I think when you are a perfectionist it is really hard to feel like you are doing a good job in roles that don’t have black and white grades/achievements. I think that is why it is so hard for us to not sit and compare ourselves. You see how “great” others are doing but have to remind your self that is just a snippet of the whole picture. This perfectionism has carried into my marriage, motherhood and I even still struggle wondering if I am a good daughter, sister and friend.
I always want to make sure I am a good listener, providing the right affirmations to what my friends and family crave. I struggle balancing being a good listener but also giving out advice and not taking over conversation.
All of these struggles seem to be on steroids now that I am blogger/influencer and have the “perfect lifestyle” pictures going around on my feeds day after day. Honestly, it can really eat at my spirit and passion. I question myself daily if I am a “good enough” blogger. I have to take a step back and remember that I am doing this influencer thing to bring myself and others joy and if that isn’t happening I need to reevaluate. I want to make sure I am painting a true picture of my life in both it’s perfections and imperfections. I don’t want to be the sugar coated blogger. I want to be real and raw but still show how proud I am of the life I get to live.

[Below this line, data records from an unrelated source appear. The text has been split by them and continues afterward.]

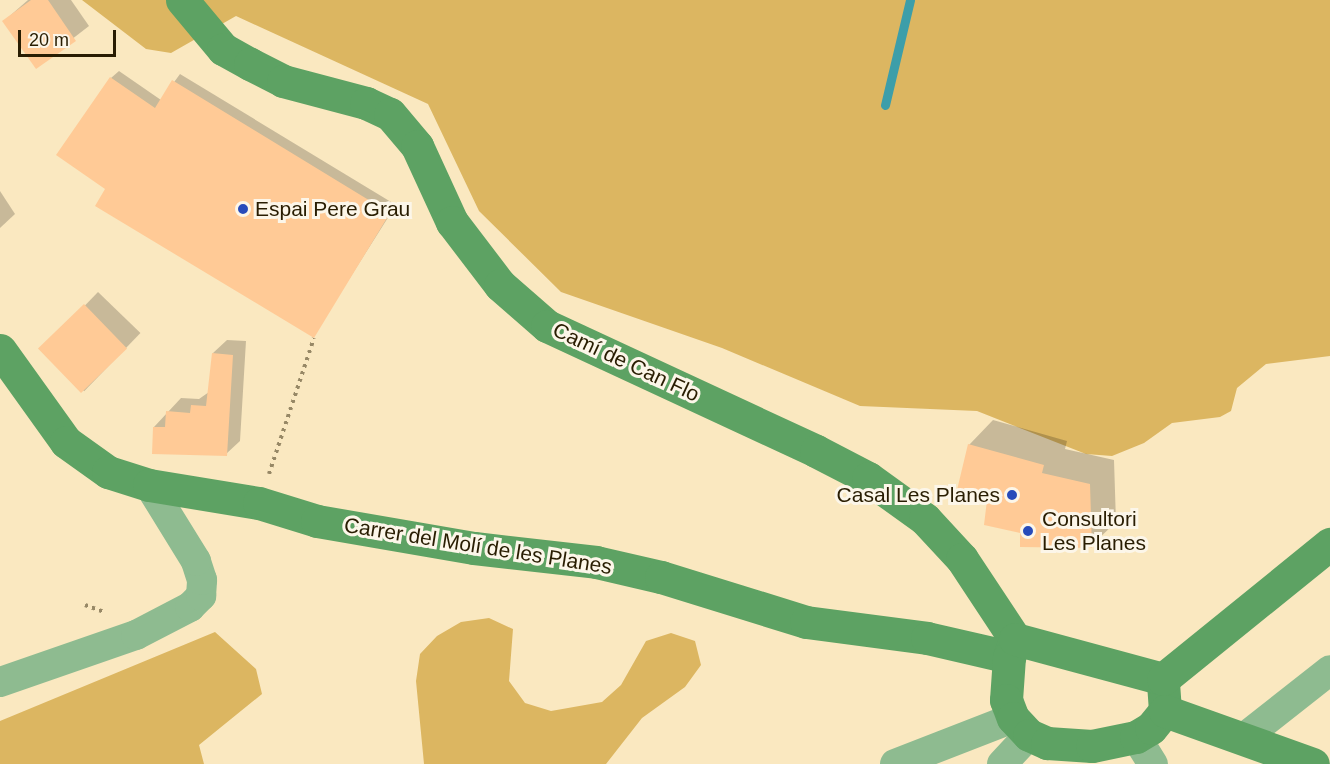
<!DOCTYPE html>
<html>
<head>
<meta charset="utf-8">
<style>
  body { margin:0 }
  #map { position:relative; width:1330px; height:764px; overflow:hidden; background:#fae8c0; font-family:Helvetica,sans-serif }
  div>[style] { position:absolute }
  [style*='--x'] { left:calc(var(--x)*1px); top:calc(var(--y)*1px); width:calc(var(--w)*1px); rotate:calc(var(--a)*1deg) }
  .forest>* { inset:0; background:#dcb661 }
  .shadow>* { inset:0; background:#0003; transform-origin:0 0 }
  .stream>* { height:9px; margin:-4.5px; padding:0 4.5px; transform-origin:4.5px; border-radius:4.5px; background:#3d9ea9 }
  .building>* { inset:0; background:#ffca96; transform-origin:0 0 }
  .path>* { height:4px; margin-top:-2px; transform-origin:0; background:repeating-linear-gradient(90deg,#978866 0 3px,transparent 0 7.5px) }
  .street>* { height:30px; margin:-15px; padding:0 15px; transform-origin:15px; border-radius:15px; background:#8ebb90 }
  .secondary>* { height:33px; margin:-16.5px; padding:0 16.5px; transform-origin:16.5px; border-radius:16.5px; background:#5da263 }
  .dots>* { width:16px; height:16px; translate:-50% -50%; box-sizing:border-box; border:3px solid #fcf6e9; border-radius:50% }
  span { translate:-50% -50%; white-space:nowrap; text-align:center; line-height:1.15; -webkit-text-stroke:6px #fcf6e9; paint-order:stroke }
  .poi-label { font-size:21px; color:#291d02 }
  .left { translate:0 -50%; text-align:left }
  .right { translate:-100% -50%; text-align:right }
  .street-label { font-size:21px; color:#291d02 }
  .scale { position:absolute; left:18px; top:30px; width:98px; height:27px; box-sizing:border-box; border:3px solid #291d02; border-top:0; padding-left:8px; font-size:18px; line-height:21px; white-space:nowrap; color:#291d02; -webkit-text-stroke:4px #fcf6e9; paint-order:stroke }
</style>
</head>
<body>
<div id="map">
  <div class="forest">
    <div style="clip-path:polygon(82px 0,1330px 0,1330px 356px,1266px 364px,1237px 388px,1231px 411px,1220px 417px,1172px 423px,1144px 443px,1112px 456px,1086px 454px,977px 411px,860px 406px,722px 348px,561px 292px,479px 211px,428px 104px,236px 16px,171px 53px,146px 49px)"></div>
    <div style="clip-path:polygon(489px 618px,513px 629px,509px 681px,525px 703px,551px 711px,602px 702px,621px 685px,646px 641px,671px 633px,695px 641px,701px 665px,685px 687px,642px 718px,606px 764px,424px 764px,416px 681px,420px 654px,437px 636px,461px 622px)"></div>
    <div style="clip-path:polygon(215px 632px,256px 669px,262px 694px,199px 745px,204px 764px,0 764px,0 721px)"></div>
  </div>
  <div class="shadow">
    <div style="clip-path:polygon(28px 0,71px 0,89px 26px,36px 67px,4px 21px)"></div>
    <div style="clip-path:polygon(119px 71px,161px 100px,180px 74px,396px 205px,313px 336px,107px 188px,111px 78px)"></div>
    <div style="clip-path:polygon(0 191px,15px 214px,0 228px)"></div>
    <div style="left:98px;top:292px;width:59px;height:81px;rotate:44deg"></div>
    <div style="clip-path:polygon(227px 340px,246px 341px,240px 441px,226px 454px,154px 427px,181px 398px,199px 399px,209px 392px,213px 353px)"></div>
    <div style="clip-path:polygon(993px 420px,1067px 441px,1065px 449px,1114px 460px,1116px 522px,1091px 546px,1021px 531px,989px 499px,969px 445px)"></div>
  </div>
  <div class="stream">
    <div style="--x:885;--y:105;--w:108;--a:-76.6"></div>
  </div>
  <div class="building">
    <div style="clip-path:polygon(31px 0,48px 0,76px 41px,36px 69px,2px 21px)"></div>
    <div style="clip-path:polygon(110px 77px,155px 108px,172px 80px,390px 213px,314px 338px,95px 206px,105px 189px,56px 155px)"></div>
    <div style="left:84px;top:304px;width:62px;height:64px;rotate:46deg"></div>
    <div style="clip-path:polygon(212px 353px,233px 355px,227px 456px,152px 454px,153px 427px,165px 427px,166px 411px,190px 413px,191px 405px,206px 406px)"></div>
    <div style="clip-path:polygon(968px 444px,1044px 465px,1042px 473px,1090px 484px,1092px 548px,1020px 547px,1020px 533px,984px 525px,987px 500px,957px 490px)"></div>
  </div>
  <div class="path">
    <div style="--x:269;--y:474;--w:143;--a:-71.7"></div>
    <div style="--x:85;--y:605;--w:20;--a:20"></div>
  </div>
  <div class="street">
    <div style="--x:0;--y:682;--w:144;--a:-19.1"></div>
    <div style="--x:136;--y:635;--w:61;--a:-27.4"></div>
    <div style="--x:190;--y:607;--w:16;--a:-45"></div>
    <div style="--x:201;--y:596;--w:16;--a:-86"></div>
    <div style="--x:202;--y:580;--w:20;--a:-108"></div>
    <div style="--x:196;--y:561;--w:89;--a:-121.7"></div>
    <div style="--x:1136;--y:737;--w:32;--a:58"></div>
    <div style="--x:1245;--y:737;--w:108;--a:-38.2"></div>
    <div style="--x:895;--y:764;--w:127;--a:-21.3"></div>
    <div style="--x:1002;--y:764;--w:40;--a:-47"></div>
  </div>
  <div class="secondary">
    <div style="--x:182;--y:0;--w:64;--a:50.1"></div>
    <div style="--x:223;--y:49;--w:31;--a:29"></div>
    <div style="--x:250;--y:64;--w:37;--a:27"></div>
    <div style="--x:283;--y:81;--w:86;--a:14.8"></div>
    <div style="--x:366;--y:103;--w:26;--a:25"></div>
    <div style="--x:390;--y:114;--w:42;--a:49.8"></div>
    <div style="--x:417;--y:146;--w:84;--a:65.3"></div>
    <div style="--x:452;--y:222;--w:79;--a:52.7"></div>
    <div style="--x:500;--y:285;--w:62;--a:41.1"></div>
    <div style="--x:547;--y:326;--w:297;--a:24.9"></div>
    <div style="--x:816;--y:451;--w:59;--a:27.4"></div>
    <div style="--x:868;--y:478;--w:70;--a:35.7"></div>
    <div style="--x:925;--y:519;--w:54;--a:47.2"></div>
    <div style="--x:962;--y:559;--w:96;--a:56.5"></div>
    <div style="--x:0;--y:350;--w:113;--a:54.3"></div>
    <div style="--x:66;--y:442;--w:52;--a:35.5"></div>
    <div style="--x:108;--y:472;--w:43;--a:17.6"></div>
    <div style="--x:149;--y:485;--w:111;--a:9.3"></div>
    <div style="--x:259;--y:503;--w:61;--a:17.2"></div>
    <div style="--x:317;--y:521;--w:159;--a:9.8"></div>
    <div style="--x:474;--y:548;--w:123;--a:6.5"></div>
    <div style="--x:596;--y:562;--w:67;--a:13"></div>
    <div style="--x:661;--y:577;--w:152;--a:17.2"></div>
    <div style="--x:806;--y:622;--w:122;--a:7.5"></div>
    <div style="--x:927;--y:638;--w:84;--a:13"></div>
    <div style="--x:1015;--y:639;--w:19;--a:108"></div>
    <div style="--x:1009;--y:657;--w:43;--a:94"></div>
    <div style="--x:1006;--y:700;--w:19;--a:69"></div>
    <div style="--x:1013;--y:718;--w:23;--a:47"></div>
    <div style="--x:1029;--y:735;--w:20;--a:24"></div>
    <div style="--x:1047;--y:743;--w:45;--a:3.8"></div>
    <div style="--x:1092;--y:746;--w:45;--a:-11.6"></div>
    <div style="--x:1136;--y:737;--w:17;--a:-31"></div>
    <div style="--x:1151;--y:728;--w:22;--a:-51"></div>
    <div style="--x:1165;--y:711;--w:32;--a:-94"></div>
    <div style="--x:1015;--y:639;--w:153;--a:15.1"></div>
    <div style="--x:1163;--y:679;--w:215;--a:-39"></div>
    <div style="--x:1165;--y:711;--w:157;--a:19.7"></div>
  </div>
  <div class="dots">
    <div style="left:243px;top:209px;background:#284bba"></div>
    <div style="left:1012px;top:495px;background:#284bba"></div>
    <div style="left:1028px;top:531px;background:#284bba"></div>
  </div>
  <div class="poi-label">
    <span class="left" style="left:255px;top:209px">Espai Pere Grau</span>
    <span class="right" style="left:1000px;top:495px">Casal Les Planes</span>
    <span class="left" style="left:1042px;top:531px">Consultori<br>Les Planes</span>
  </div>
  <div class="street-label">
    <span style="left:626px;top:362px;rotate:25deg">Camí de Can Flo</span>
    <span style="left:478px;top:546px;rotate:9deg">Carrer del Molí de les Planes</span>
  </div>
  <div class="scale">20 m</div>
</div>
</body>
</html>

With that being said; March is a new month, spring is upon us and I want to take this time to stop and realize my perfect imperfections. Realize that I won’t do it the right way every time but know that I am trying my best and that is what is good enough for my family, friends and myself.

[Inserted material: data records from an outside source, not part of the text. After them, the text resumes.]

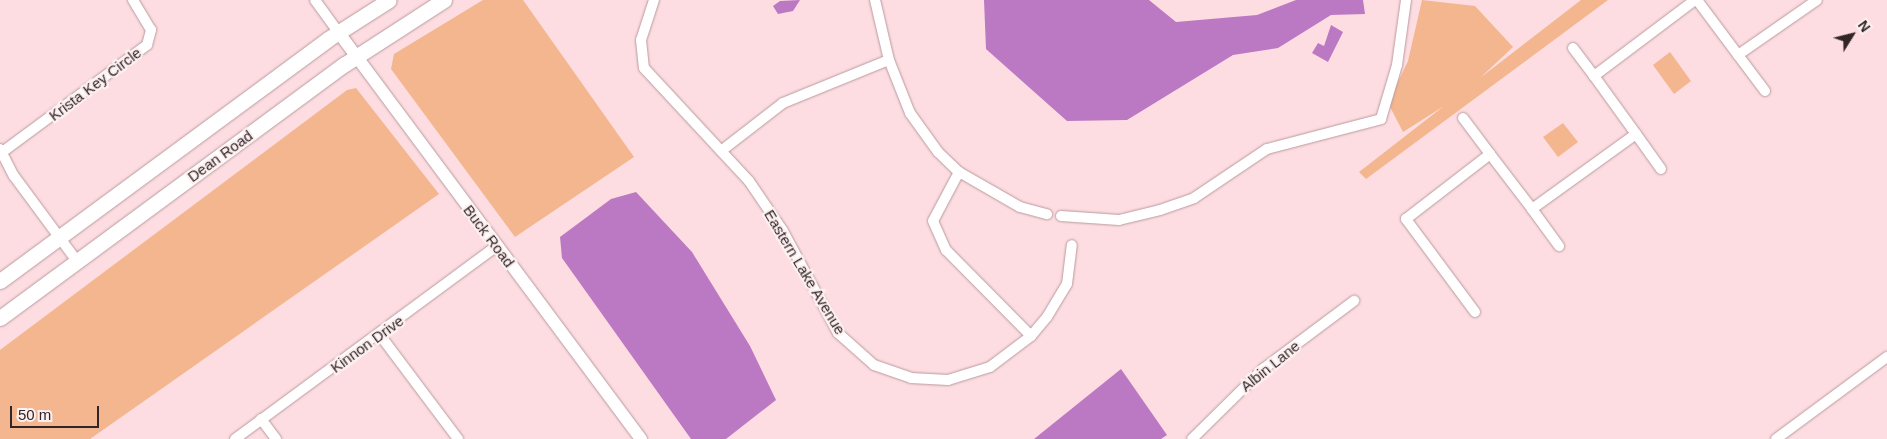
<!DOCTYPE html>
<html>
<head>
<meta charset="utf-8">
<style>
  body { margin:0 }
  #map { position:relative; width:1887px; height:439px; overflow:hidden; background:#fddde1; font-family:Helvetica,sans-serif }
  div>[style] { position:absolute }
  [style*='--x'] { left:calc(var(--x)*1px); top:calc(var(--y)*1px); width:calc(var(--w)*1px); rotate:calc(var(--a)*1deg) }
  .green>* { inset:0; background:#f3b68e }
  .water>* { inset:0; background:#bb78c3 }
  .roads { filter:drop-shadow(0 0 1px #b99a9f) drop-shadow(0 0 1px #b99a9f) }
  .minor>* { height:10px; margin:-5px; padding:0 5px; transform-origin:5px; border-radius:5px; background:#fff }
  .tertiary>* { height:12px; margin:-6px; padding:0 6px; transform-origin:6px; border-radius:6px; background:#fff }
  .secondary>* { height:15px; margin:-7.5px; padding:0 7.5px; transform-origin:7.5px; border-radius:7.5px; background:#fff }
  span { translate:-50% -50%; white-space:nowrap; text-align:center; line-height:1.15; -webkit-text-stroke:4.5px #fdf0f1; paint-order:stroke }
  .street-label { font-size:15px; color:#312527 }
  .north { position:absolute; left:1827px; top:10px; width:50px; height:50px; -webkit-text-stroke:4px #fdf0f1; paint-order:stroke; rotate:54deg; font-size:14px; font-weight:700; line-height:20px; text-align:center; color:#312527 }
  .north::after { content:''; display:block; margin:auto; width:18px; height:22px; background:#312527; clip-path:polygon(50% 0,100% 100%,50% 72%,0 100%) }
  .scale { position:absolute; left:10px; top:406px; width:89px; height:22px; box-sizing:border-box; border:2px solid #312527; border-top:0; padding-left:6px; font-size:15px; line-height:18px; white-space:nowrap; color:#312527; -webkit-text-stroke:4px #fdf0f1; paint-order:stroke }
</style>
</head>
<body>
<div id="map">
  <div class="green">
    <div style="clip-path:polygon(483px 0,523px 0,634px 157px,515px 237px,391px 69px,394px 54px)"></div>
    <div style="clip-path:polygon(1422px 0,1475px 6px,1513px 47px,1480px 78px,1581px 0,1608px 0,1366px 179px,1359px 172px,1444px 106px,1403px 132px,1388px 103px,1408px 61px)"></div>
    <div style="clip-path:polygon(1670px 52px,1691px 81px,1674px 94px,1653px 65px)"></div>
    <div style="clip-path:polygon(356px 88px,439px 194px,90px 439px,0 439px,0 350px,347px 90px)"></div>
    <div style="clip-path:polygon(1563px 123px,1578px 142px,1558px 157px,1543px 137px)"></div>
  </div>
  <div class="water">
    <div style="clip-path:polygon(800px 0,793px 11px,778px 14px,773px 6px,780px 1px)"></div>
    <div style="clip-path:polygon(984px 0,1149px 0,1176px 22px,1257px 15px,1296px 0,1363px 0,1365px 14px,1331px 15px,1278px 48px,1233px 55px,1127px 120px,1067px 121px,986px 49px)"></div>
    <div style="clip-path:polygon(1331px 25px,1343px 32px,1328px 62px,1312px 53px,1318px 43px,1324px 46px)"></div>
    <div style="clip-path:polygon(636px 192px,692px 252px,750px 346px,776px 400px,726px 439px,691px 439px,562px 258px,560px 237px,611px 199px)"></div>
    <div style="clip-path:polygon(1121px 369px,1167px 435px,1161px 439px,1034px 439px)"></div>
  </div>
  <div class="roads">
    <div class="minor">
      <div style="--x:315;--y:0;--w:41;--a:54"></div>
      <div style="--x:654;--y:0;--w:42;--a:108"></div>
      <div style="--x:641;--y:40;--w:28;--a:84"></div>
      <div style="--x:644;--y:68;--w:154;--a:47.1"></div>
      <div style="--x:749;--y:181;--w:60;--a:55.8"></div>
      <div style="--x:783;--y:231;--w:116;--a:61.7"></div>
      <div style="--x:838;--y:333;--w:48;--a:41.6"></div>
      <div style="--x:874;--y:365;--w:39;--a:19"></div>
      <div style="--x:911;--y:378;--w:37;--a:3"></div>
      <div style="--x:948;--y:380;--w:44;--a:-17.2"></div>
      <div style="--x:990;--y:367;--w:51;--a:-37.1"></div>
      <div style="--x:1031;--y:336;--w:25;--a:-50"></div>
      <div style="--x:1047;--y:317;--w:39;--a:-59"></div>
      <div style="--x:1067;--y:284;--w:39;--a:-83"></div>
      <div style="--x:875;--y:0;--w:62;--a:76.9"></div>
      <div style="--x:889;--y:60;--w:57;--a:68.4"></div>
      <div style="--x:910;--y:113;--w:48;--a:54.3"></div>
      <div style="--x:938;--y:152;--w:29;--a:44"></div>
      <div style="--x:959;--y:172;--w:70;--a:29.8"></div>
      <div style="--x:1020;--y:207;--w:28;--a:15"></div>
      <div style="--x:1697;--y:0;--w:69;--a:53.3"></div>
      <div style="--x:1738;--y:55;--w:96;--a:-34.8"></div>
      <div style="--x:1573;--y:48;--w:35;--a:53"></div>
      <div style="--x:1738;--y:55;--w:45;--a:53.1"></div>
      <div style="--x:1463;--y:118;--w:45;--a:53.1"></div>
      <div style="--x:1636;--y:134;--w:43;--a:54.5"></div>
      <div style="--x:0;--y:149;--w:30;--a:63"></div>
      <div style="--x:14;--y:176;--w:106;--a:53.5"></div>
      <div style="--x:721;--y:151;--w:78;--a:-37.7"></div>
      <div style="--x:783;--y:103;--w:114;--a:-22.1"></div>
      <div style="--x:1;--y:153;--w:182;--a:-36.5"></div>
      <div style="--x:147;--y:45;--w:16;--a:-75"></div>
      <div style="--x:151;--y:30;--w:35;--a:-121"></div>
      <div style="--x:959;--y:172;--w:55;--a:118"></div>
      <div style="--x:933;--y:221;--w:32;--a:66"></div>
      <div style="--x:946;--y:250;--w:121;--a:45.3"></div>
      <div style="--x:1532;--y:209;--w:46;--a:53.9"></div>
      <div style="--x:1061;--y:216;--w:58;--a:3.9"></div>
      <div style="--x:1119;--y:220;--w:42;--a:-13.7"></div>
      <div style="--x:1160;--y:210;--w:36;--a:-19"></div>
      <div style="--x:1194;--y:198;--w:88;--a:-33.9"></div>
      <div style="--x:1267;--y:149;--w:118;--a:-14.7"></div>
      <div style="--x:1381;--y:119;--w:56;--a:-73.5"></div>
      <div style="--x:1397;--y:65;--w:66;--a:-82.1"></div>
      <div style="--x:1475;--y:312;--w:116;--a:-126.6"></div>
      <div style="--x:1406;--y:219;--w:106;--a:-37.7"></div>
      <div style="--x:1490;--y:154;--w:69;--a:52.6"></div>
      <div style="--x:1532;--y:209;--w:128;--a:-35.8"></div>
      <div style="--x:1636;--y:134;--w:72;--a:-125.9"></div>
      <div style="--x:1594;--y:76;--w:126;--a:-37"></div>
      <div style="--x:380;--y:335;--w:130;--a:53.1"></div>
      <div style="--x:261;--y:419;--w:25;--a:53"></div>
      <div style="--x:235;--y:439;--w:325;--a:-36.4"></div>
      <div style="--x:1192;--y:439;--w:100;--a:-44.6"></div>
      <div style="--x:1263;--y:369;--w:114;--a:-36.8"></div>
      <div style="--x:1776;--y:439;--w:138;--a:-36.5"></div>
    </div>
    <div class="tertiary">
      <div style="--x:339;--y:33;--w:506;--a:53.36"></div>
    </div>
    <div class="secondary">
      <div style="--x:0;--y:281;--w:408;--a:-36.4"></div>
      <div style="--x:328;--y:39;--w:72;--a:-32.6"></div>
      <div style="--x:0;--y:318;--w:428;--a:-36.4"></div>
      <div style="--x:345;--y:64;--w:118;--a:-32.9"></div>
    </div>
  </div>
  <div class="street-label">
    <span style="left:95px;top:84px;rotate:-37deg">Krista Key Circle</span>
    <span style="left:220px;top:156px;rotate:-36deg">Dean Road</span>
    <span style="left:489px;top:236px;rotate:53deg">Buck Road</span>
    <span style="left:805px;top:272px;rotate:59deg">Eastern Lake Avenue</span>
    <span style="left:367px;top:344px;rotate:-36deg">Kinnon Drive</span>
    <span style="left:1270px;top:366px;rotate:-39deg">Albin Lane</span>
  </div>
  <div class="north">N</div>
  <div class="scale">50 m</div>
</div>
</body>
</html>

We have to remember those snapshots we see into other peoples lives are just that, snapshots. The bigger picture is that you define your perfect. I was reading something the other day that said something along the lines of “Stop wishing for the future (like having more kids, potty trained kids, or the perfect house). Start living in the present.” You can’t live your life dreaming constantly about the future because you will miss out on those sweet moments in everyday life.
I am reminding myself of the challenge of #yayineveryday and I hope you can join me in remembering the perfections and achievements in your day are what we should charish and don’t harp on the areas you didn’t feel were “perfect”.
XOXO Gabbing Ginger
As a blogger, especially an influencer this is a really hard struggle. I will be satisfied with something and then I see someone else get something else and there’s that momentary pang of jealousy. I loooove to support other people in their goals and share collabs and contacts etc but that pang as much as I wish it weren’t there, it comes. Isn’t it odd? It doesn’t really have to do with other people but rather like you said the perfectionism. I was just reflecting on how I feel when I get a collaboration. It’s a little boost. But, it’s not suatainable. I wish I knew the answer for this…still trying to work it out myself. ❤️❤️❤️ Very relavent read. Loved it.